Indonesia Menang Sengketa Biodiesel Lawan Uni Eropa

Pemerintah Indonesia berhasil meraih kemenangan penting dalam sengketa perdagangan melawan Uni Eropa (UE) terkait penerapan bea imbalan/countervailing duties terhadap impor produk biodiesel dari Indonesia, atau dikenal dengan Sengketa DS618.
Panel Organisasi Perdagangan Dunia (World Trade Organization/WTO) pada Jumat, (22/8) mengumumkan, UE telah bertindak inkonsisten terhadap ketentuan WTO Agreement on Subsidies and Countervailing Measures (WTO ASCM)/Perjanjian Subsidi dan Anti Subsidi WTO pada sejumlah aspek kunci.
Menteri Perdagangan RI Budi Santoso menyatakan putusan WTO membuktikan konsistensi Indonesia dalam mengikuti aturan perdagangan internasional tanpa memberlakukan kebijakan perdagangan yang distortif bagi perdagangan internasional, sebagaimana dituduhkan oleh UE.
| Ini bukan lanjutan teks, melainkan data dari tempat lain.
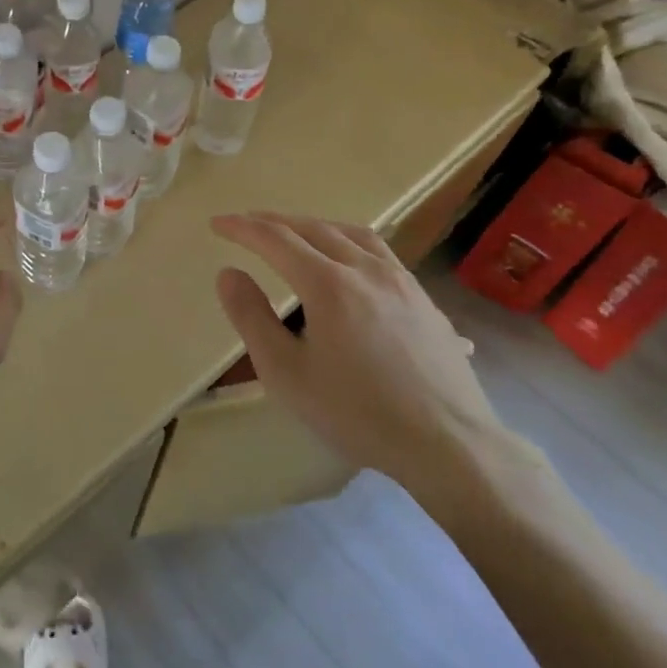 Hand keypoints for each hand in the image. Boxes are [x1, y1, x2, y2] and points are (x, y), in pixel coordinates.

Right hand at [210, 212, 507, 512]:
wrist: (449, 446)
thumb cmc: (357, 412)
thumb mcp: (286, 372)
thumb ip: (251, 317)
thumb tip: (228, 273)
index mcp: (328, 283)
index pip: (275, 239)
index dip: (242, 228)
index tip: (217, 224)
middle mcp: (365, 269)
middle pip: (313, 228)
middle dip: (274, 221)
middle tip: (247, 224)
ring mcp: (402, 282)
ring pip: (352, 233)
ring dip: (315, 225)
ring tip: (296, 233)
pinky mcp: (425, 301)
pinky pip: (381, 254)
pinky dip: (350, 244)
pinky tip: (351, 265) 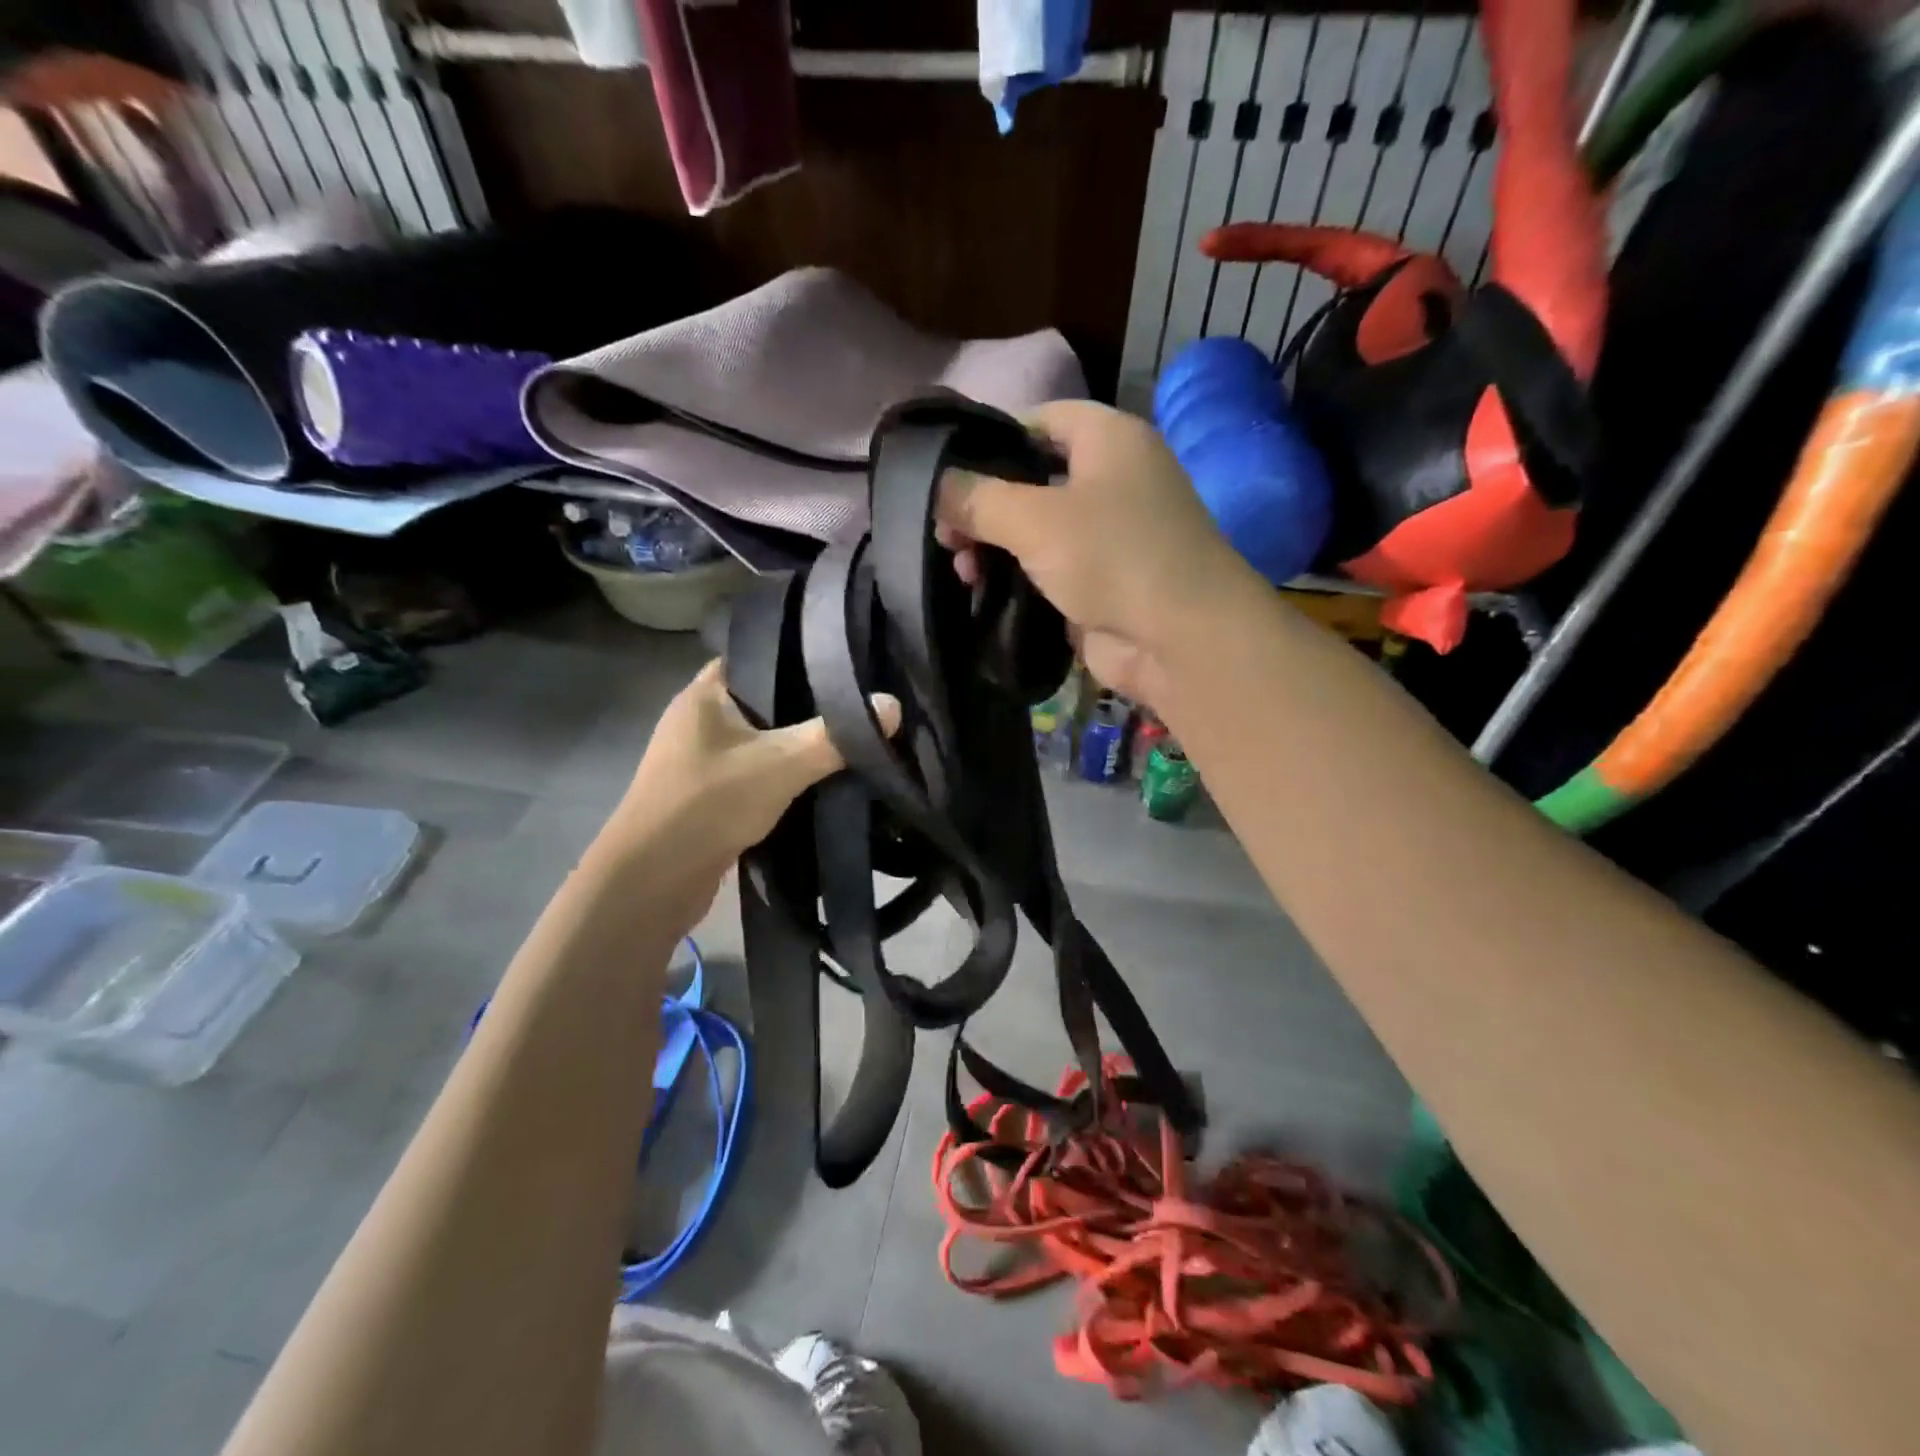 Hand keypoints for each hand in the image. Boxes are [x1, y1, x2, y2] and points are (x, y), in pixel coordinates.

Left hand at [607, 660, 899, 881]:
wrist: (652, 880)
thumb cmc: (710, 802)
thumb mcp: (781, 763)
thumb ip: (836, 735)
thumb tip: (892, 705)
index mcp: (705, 693)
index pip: (760, 656)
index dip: (801, 656)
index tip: (847, 664)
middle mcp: (699, 719)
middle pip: (765, 701)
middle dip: (808, 707)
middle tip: (859, 704)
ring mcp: (699, 759)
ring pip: (761, 741)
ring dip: (794, 746)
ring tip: (848, 740)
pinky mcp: (706, 795)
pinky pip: (754, 773)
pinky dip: (781, 776)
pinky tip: (818, 781)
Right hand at [936, 400, 1261, 702]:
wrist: (1179, 640)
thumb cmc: (1113, 556)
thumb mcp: (1034, 518)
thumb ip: (976, 497)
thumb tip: (934, 487)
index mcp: (1108, 439)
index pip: (1037, 420)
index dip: (989, 439)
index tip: (944, 471)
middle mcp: (1112, 479)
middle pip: (1030, 479)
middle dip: (983, 505)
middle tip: (944, 535)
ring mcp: (1109, 535)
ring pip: (1035, 529)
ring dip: (993, 548)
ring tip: (963, 572)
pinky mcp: (1102, 582)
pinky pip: (1047, 569)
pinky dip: (1016, 578)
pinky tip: (981, 591)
"Kami mendesak UE untuk segera mencabut bea masuk imbalan yang tidak sesuai dengan aturan WTO ini," tegas Mendag Busan, sapaan akrabnya, dalam keterangannya, Senin (25/8).
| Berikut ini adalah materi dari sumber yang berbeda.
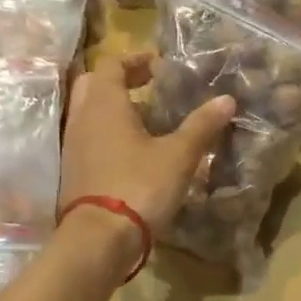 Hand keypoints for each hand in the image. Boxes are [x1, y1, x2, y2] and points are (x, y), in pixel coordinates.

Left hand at [61, 53, 234, 233]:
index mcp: (104, 103)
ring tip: (149, 120)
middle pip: (95, 85)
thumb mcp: (178, 156)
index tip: (159, 66)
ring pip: (90, 113)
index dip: (135, 60)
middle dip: (121, 81)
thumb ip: (201, 126)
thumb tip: (227, 100)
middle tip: (150, 87)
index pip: (112, 64)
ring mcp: (73, 145)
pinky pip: (90, 138)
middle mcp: (82, 117)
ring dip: (115, 109)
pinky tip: (135, 151)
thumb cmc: (138, 187)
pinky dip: (109, 134)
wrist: (99, 240)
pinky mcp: (74, 170) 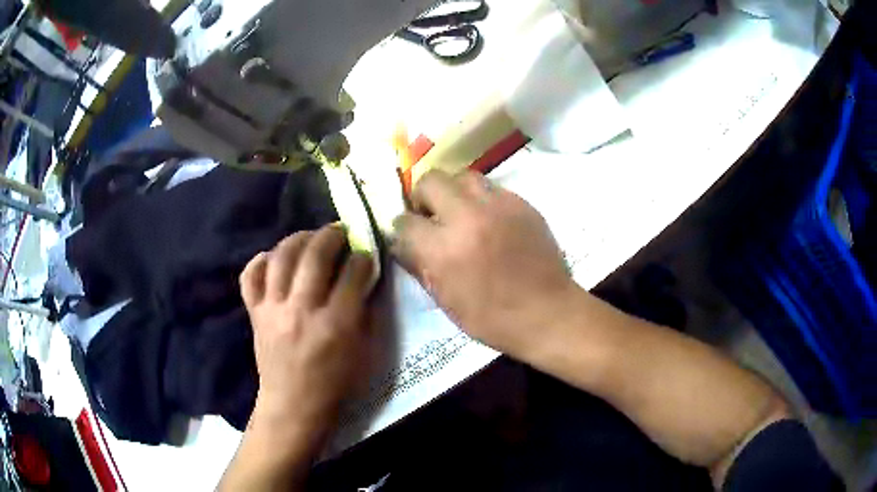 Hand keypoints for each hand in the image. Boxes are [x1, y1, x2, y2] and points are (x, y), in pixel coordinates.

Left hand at [239, 224, 374, 440]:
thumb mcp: (364, 352)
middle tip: (340, 230)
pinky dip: (260, 261)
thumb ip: (365, 311)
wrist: (294, 405)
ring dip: (299, 238)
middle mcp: (302, 310)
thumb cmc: (336, 383)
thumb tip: (363, 276)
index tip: (365, 252)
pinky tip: (273, 257)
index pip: (353, 273)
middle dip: (332, 235)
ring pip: (282, 257)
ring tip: (310, 236)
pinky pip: (250, 277)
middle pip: (315, 256)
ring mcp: (273, 310)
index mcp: (336, 324)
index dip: (363, 256)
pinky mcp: (255, 314)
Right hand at [392, 170, 574, 356]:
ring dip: (454, 192)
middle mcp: (468, 218)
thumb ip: (419, 266)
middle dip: (423, 197)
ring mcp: (498, 206)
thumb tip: (403, 244)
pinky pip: (491, 188)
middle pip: (430, 181)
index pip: (404, 221)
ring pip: (462, 176)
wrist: (548, 313)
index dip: (403, 229)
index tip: (410, 236)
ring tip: (460, 212)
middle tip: (432, 216)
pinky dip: (482, 200)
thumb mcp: (446, 301)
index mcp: (443, 250)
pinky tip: (489, 220)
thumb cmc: (492, 318)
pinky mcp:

Mendag Busan juga mengungkapkan, Panel WTO dalam Sengketa DS618 turut menyatakan bahwa kebijakan pengenaan bea imbalan oleh Komisi UE melanggar Perjanjian Subsidi dan Antisubsidi
Sebelumnya, Komisi UE menerapkan kebijakan pengenaan bea imbalan berdasarkan penilaian bahwa Pemerintah Indonesia telah memberikan subsidi kepada produsen biodiesel.
Subsidi tersebut, menurut Komisi UE diberikan melalui kebijakan penyediaan bahan baku produksi biodiesel, bea keluar, pungutan terhadap ekspor, dan penetapan harga acuan bagi pelaku usaha di sektor minyak kelapa sawit yang menyebabkan distorsi harga.
Panel WTO untuk Sengketa DS618 terdiri atas perwakilan yang berasal dari Afrika Selatan, Meksiko, dan Belgia.
Tiga Aspek Kunci Putusan WTO
Mendag Busan merinci sejumlah aspek kunci kemenangan Indonesia dalam DS618. Pertama, Panel WTO menolak argumen UE yang mengklaim Pemerintah Indonesia mengarahkan pelaku usaha untuk menjual minyak kelapa sawit kepada produsen biodiesel dengan harga rendah.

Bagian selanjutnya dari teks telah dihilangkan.